[Information]

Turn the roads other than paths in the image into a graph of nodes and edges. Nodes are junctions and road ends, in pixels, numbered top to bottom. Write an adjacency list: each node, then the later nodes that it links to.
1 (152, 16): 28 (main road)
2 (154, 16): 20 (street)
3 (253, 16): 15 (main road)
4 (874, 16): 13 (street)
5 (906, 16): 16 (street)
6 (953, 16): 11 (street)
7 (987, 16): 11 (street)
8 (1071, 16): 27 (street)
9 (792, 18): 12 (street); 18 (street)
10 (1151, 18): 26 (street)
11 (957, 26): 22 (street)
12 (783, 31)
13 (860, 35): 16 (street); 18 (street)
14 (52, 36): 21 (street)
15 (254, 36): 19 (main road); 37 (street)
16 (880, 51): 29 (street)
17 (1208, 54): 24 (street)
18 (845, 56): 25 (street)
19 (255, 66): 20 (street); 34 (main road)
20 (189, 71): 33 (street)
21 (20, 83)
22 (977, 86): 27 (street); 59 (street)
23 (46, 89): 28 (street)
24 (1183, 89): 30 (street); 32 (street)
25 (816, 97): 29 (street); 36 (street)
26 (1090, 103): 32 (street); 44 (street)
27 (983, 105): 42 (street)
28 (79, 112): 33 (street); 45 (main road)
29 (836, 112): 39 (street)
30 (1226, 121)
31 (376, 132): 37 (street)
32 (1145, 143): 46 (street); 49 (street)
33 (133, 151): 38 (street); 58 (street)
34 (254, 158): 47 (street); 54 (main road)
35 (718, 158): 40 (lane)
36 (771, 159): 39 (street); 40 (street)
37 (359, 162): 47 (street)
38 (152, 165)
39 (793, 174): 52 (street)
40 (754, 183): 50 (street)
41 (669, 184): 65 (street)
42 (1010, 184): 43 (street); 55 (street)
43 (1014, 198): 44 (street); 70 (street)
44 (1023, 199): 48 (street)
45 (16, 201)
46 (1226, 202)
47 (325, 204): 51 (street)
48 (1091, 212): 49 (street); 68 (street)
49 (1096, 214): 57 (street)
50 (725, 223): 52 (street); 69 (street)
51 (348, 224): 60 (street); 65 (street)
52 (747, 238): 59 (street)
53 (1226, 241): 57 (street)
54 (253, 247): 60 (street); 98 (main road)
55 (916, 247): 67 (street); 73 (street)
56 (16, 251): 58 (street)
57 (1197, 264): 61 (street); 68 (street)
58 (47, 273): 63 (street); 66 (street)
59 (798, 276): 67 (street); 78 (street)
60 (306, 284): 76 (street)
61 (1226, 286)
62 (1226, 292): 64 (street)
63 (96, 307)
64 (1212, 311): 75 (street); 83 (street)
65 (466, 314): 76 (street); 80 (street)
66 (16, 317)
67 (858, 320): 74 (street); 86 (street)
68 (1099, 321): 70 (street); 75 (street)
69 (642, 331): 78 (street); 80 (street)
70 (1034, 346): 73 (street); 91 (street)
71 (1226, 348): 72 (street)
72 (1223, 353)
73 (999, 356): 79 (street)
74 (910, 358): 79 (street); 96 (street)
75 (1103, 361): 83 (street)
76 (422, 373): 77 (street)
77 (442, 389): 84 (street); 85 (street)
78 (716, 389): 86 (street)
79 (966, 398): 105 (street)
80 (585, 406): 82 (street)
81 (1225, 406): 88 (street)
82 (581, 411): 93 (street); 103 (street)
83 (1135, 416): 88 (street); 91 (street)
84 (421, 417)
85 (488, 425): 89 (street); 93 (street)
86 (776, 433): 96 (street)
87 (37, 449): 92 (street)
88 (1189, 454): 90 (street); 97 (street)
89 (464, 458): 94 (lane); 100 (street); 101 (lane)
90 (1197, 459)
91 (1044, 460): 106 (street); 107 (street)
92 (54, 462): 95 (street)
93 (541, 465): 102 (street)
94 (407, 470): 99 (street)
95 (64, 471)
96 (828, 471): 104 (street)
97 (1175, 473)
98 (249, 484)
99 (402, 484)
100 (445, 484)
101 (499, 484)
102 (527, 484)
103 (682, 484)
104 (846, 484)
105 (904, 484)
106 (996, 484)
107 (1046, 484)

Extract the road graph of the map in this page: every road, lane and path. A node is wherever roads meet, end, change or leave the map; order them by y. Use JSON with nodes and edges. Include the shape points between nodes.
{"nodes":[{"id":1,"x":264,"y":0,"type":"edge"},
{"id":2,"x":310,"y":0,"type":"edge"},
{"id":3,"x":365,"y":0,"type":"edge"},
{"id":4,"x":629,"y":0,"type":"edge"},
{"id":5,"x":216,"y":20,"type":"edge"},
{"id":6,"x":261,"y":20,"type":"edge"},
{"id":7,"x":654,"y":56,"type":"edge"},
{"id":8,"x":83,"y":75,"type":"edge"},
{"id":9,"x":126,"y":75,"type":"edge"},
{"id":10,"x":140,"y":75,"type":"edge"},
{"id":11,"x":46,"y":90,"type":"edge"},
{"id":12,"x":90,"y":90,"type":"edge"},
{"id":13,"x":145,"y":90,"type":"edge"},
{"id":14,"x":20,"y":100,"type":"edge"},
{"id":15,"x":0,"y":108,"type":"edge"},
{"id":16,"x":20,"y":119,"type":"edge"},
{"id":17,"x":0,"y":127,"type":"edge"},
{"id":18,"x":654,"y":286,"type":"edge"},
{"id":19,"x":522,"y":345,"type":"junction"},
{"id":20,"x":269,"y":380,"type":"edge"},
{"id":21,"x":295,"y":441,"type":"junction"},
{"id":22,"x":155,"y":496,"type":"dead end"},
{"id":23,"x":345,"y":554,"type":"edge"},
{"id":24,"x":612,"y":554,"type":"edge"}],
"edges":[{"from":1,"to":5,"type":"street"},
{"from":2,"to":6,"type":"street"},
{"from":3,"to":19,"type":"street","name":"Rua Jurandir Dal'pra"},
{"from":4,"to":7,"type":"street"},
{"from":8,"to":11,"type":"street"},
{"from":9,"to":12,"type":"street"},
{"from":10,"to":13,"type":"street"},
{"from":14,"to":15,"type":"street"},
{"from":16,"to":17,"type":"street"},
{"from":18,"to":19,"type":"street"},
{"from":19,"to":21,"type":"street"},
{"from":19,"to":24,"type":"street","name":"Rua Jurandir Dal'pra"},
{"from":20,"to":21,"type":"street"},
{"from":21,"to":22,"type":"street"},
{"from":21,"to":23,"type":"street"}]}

[/Information]

◆ What the exercise asks:
Show every line above in which the word "roads" occurs.

◆ Completed exercise:
Turn the roads other than paths in the image into a graph of nodes and edges. Nodes are junctions and road ends, in pixels, numbered top to bottom. Write an adjacency list: each node, then the later nodes that it links to.
Extract the road graph of the map in this page: every road, lane and path. A node is wherever roads meet, end, change or leave the map; order them by y. Use JSON with nodes and edges. Include the shape points between nodes.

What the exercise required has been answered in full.